Die Wahrheit: Im parlamentarischen Mondlicht
Die Suche nach der Bundestagspoetin geht in die nächste Runde. Oder doch nicht? Kleiner Rückblick auf das bisherige Geschehen.
E ndlich mal wieder eine richtige Debatte! Brauchen wir eine Parlamentspoetin? Die Schriftsteller Mithu Sanyal, Dmitrij Kapitelman und Simone Buchholz forderten ein solches Amt, Bundestagspräsidentin Katrin Göring-Eckhardt zeigte sich begeistert.
Sollen nach knalligen Titeln wie „Gute-Kita-Gesetz“ zukünftig auch die Paragrafen in Reimform gegossen und damit volksnäher werden? Werden die Debattenbeiträge in Büttenreden umgeschrieben? Und gibt es eigentlich schon eine Parlamentskapelle? Oder übernimmt den Tusch das Musikkorps der Bundeswehr, das schließlich hochprofessionell „Du hast den Farbfilm vergessen“ intoniert hat?
Dass gerade Katrin Göring-Eckhardt mit ihrer spezifischen Mischung aus Quas- und Quabbelsprache im Verbund mit Kindergarten-Slang von einem „tollen Vorschlag, den wir als Parlament unbedingt weiterverfolgen sollten“ sprach und forderte, „einen neuen diskursiven Raum zwischen Parlament und lebendiger Sprache zu öffnen“, erscheint geradezu zwingend. Denn zu öffnende diskursive Räume und Poesie passen halt zusammen wie Arsch auf Eimer. Beziehungsweise wie Katrin Göring-Eckhardt auf Hartz-IV-Gesetze. Tausend tolle Sachen, die gibt es überall zu sehn!
Nun wird der grünen Gotteskriegerin gleich unterstellt, sie suche nur prophylaktisch jemanden, die beim nächsten von Grünen mitgetragenen Angriffskrieg à la Jugoslawien herzzerreißende Verse über Kollateralschäden im Bombenhagel vorträgt oder die Schönheit der Kraft des Wiederaufbaus aus rauchenden Ruinen besingt. Während die bürgerliche Presse erwartbar schäumt vor Wut über ein weiteres mutmaßliches Wokeness-Diversity-Projekt.
Frei und staatsangestellt
Wolfgang Kubicki nörgelte: „Künstler sollen eigentlich Stachel im Fleisch der Herrschenden sein, nicht deren Angestellte.“ Was ein bisschen lustig ist, wo doch praktisch die gesamte Hochkultur und besonders Poesie und Lyrik de facto staatsangestellt am Subventionstropf hängt und sich von Stipendium zu Stipendium hangelt, während der „Stachel im Fleisch der Herrschenden“ nach Lage der Dinge eher FDP-Kubicki selbst ist, der aber auch ein guter Anwärter für den neuen Posten wäre.

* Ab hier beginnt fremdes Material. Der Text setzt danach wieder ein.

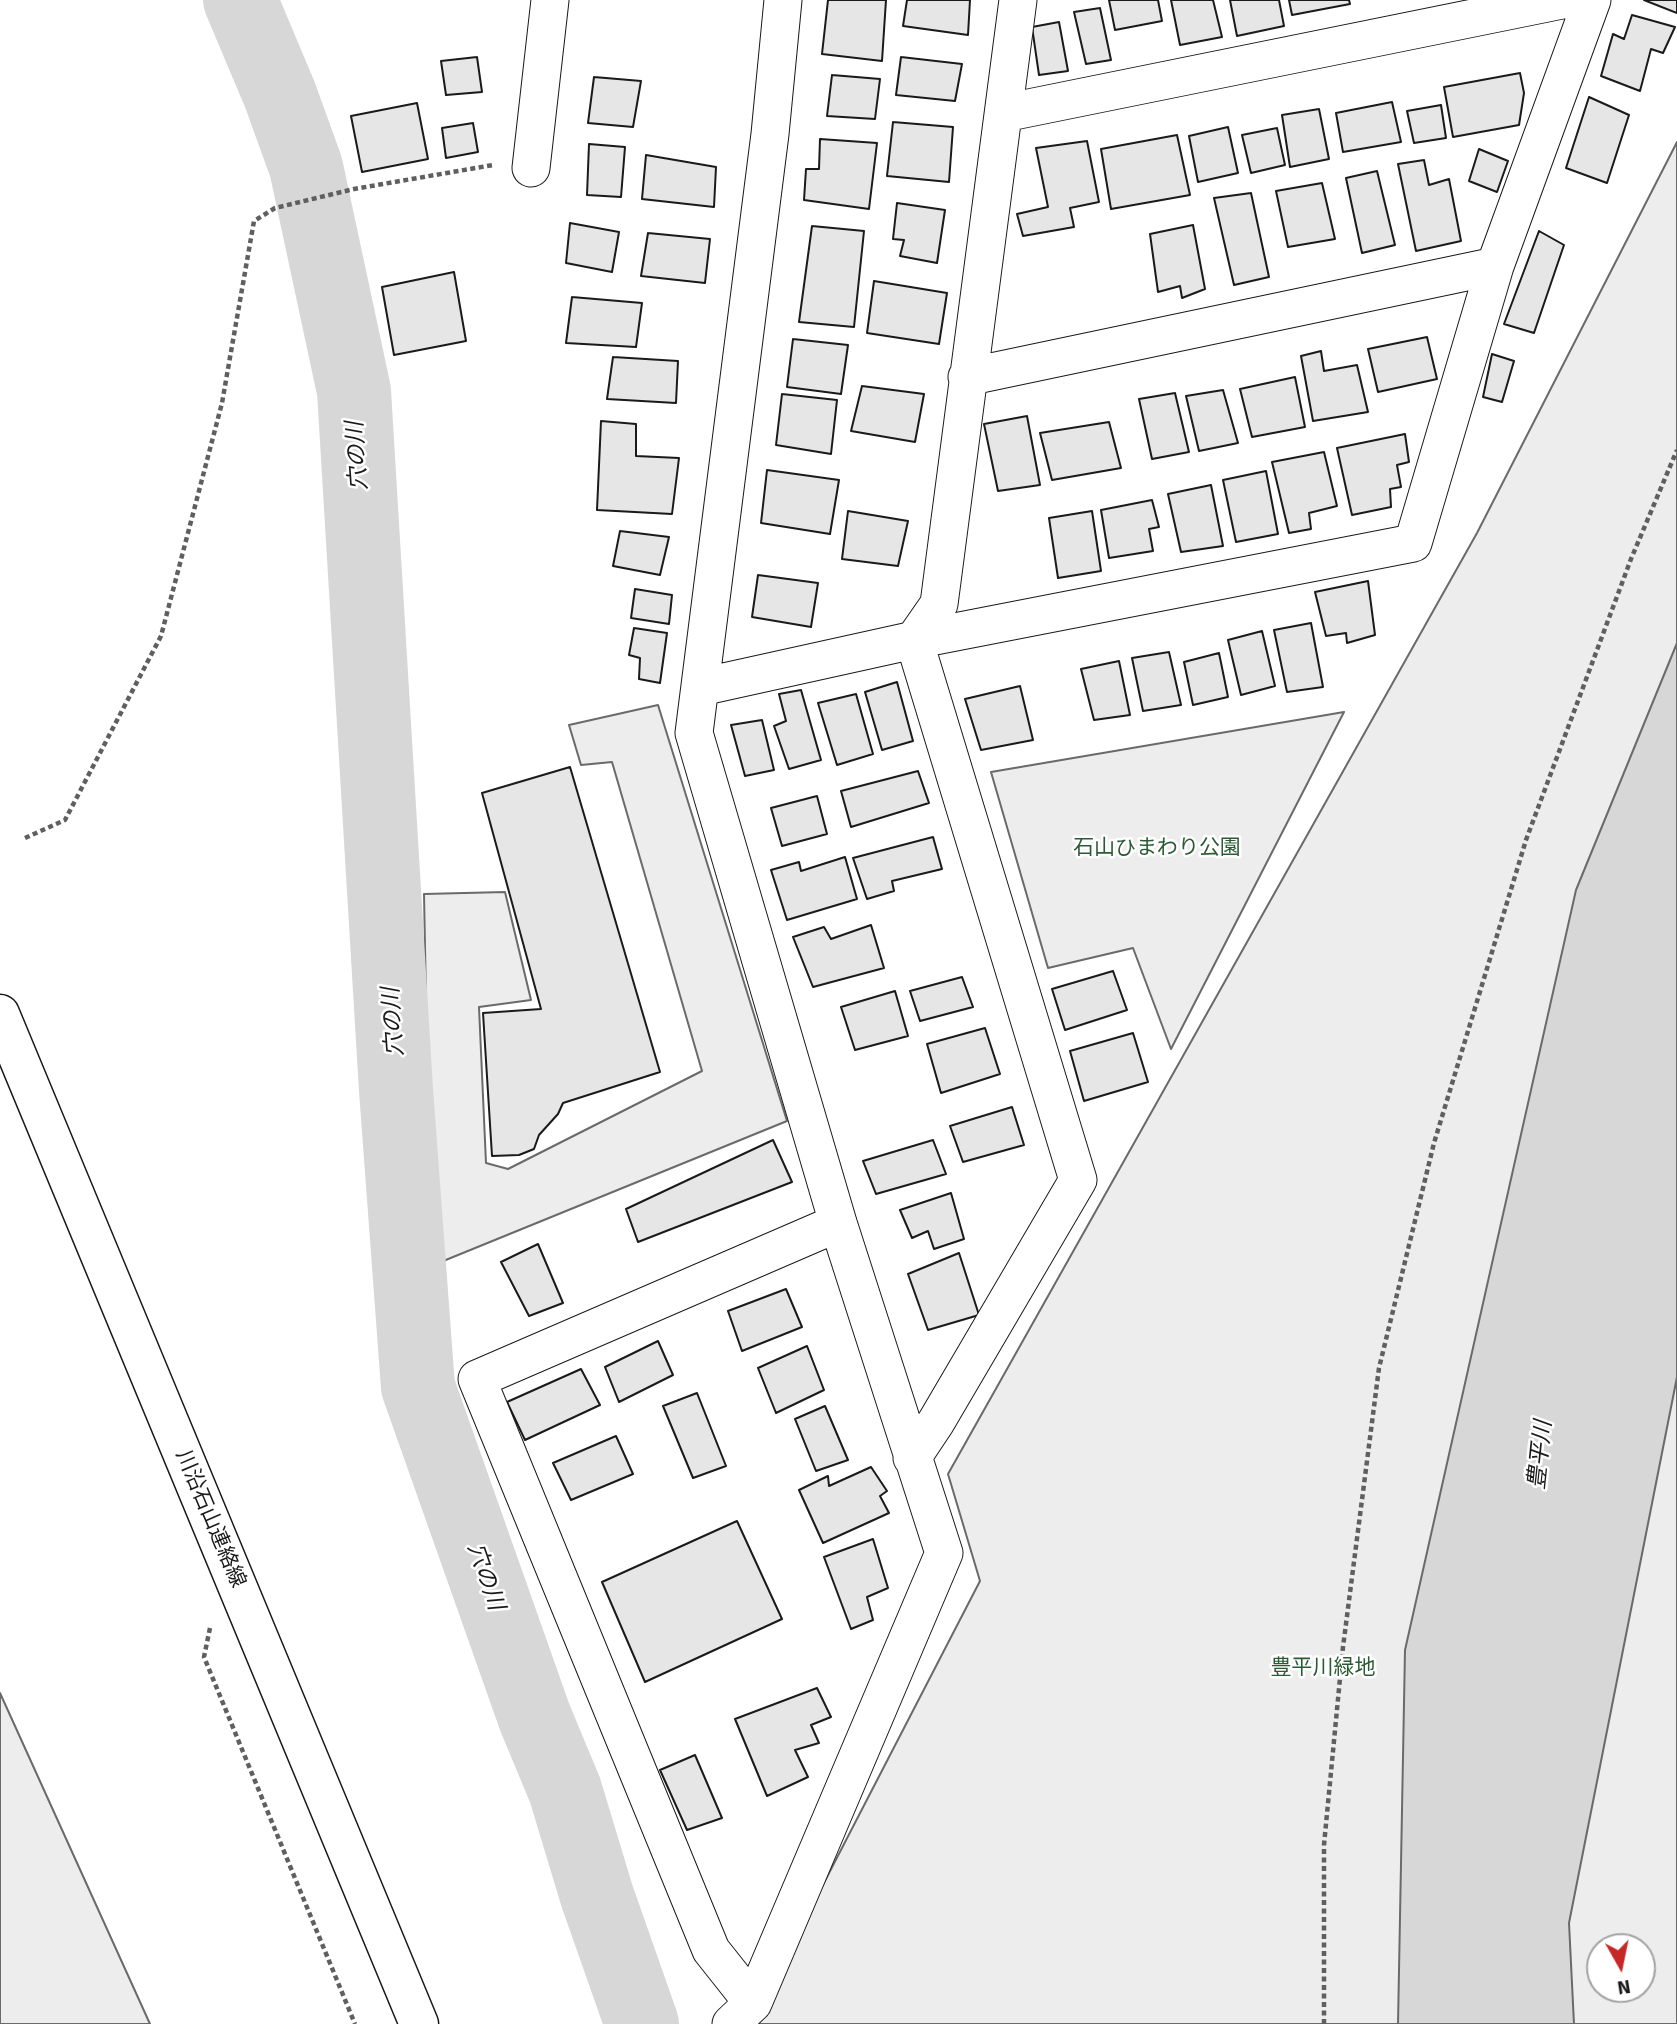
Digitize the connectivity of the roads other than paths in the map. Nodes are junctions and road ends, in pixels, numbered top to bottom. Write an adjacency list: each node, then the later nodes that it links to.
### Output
1 (550, 0): 7 (street)
2 (783, 0): 11 (street)
3 (1017, 0): 6 (street)
4 (1562, 0): 6 (street)
5 (1592, 0): 8 (street)
6 (1004, 113): 9 (street)
7 (514, 166)
8 (1495, 266): 9 (street); 10 (street)
9 (967, 377): 10 (street)
10 (914, 640): 11 (street); 14 (street)
11 (701, 687): 13 (street)
12 (0, 1014): 16 (street, 川沿石山連絡線)
13 (838, 1223): 14 (street); 15 (street)
14 (912, 1458): 15 (street)
15 (742, 2014)
16 (419, 2024)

Leider ist der diskursive Raum über das Parlamentspoetentum sofort wieder unsanft geschlossen worden. Franz Josef Wagner befand abschließend in der Bild: „Eines Dichters Wortschatz ist geprägt von Mondlicht, herzzerreißenden Sonnenuntergängen. Er sieht die tragische Herde, Tränen rinnen auf seinen Schreibblock. Ich glaube, wir brauchen keine Wort- und Gefühlsakrobaten. Wir brauchen klare Worte. Wir brauchen Worte, die wie aus einem Geröll herausgehauen sind. Harte, wahre Worte.“ Hart und wahr: „Was für ein idiotischer Vorschlag, wir bräuchten einen Dichter oder Dichterin für unser Parlament.“
Da wird auch der Letzten unmissverständlich klar, dass wir keine Parlamentspoetin brauchen – wir haben doch schon einen Staatspoeten!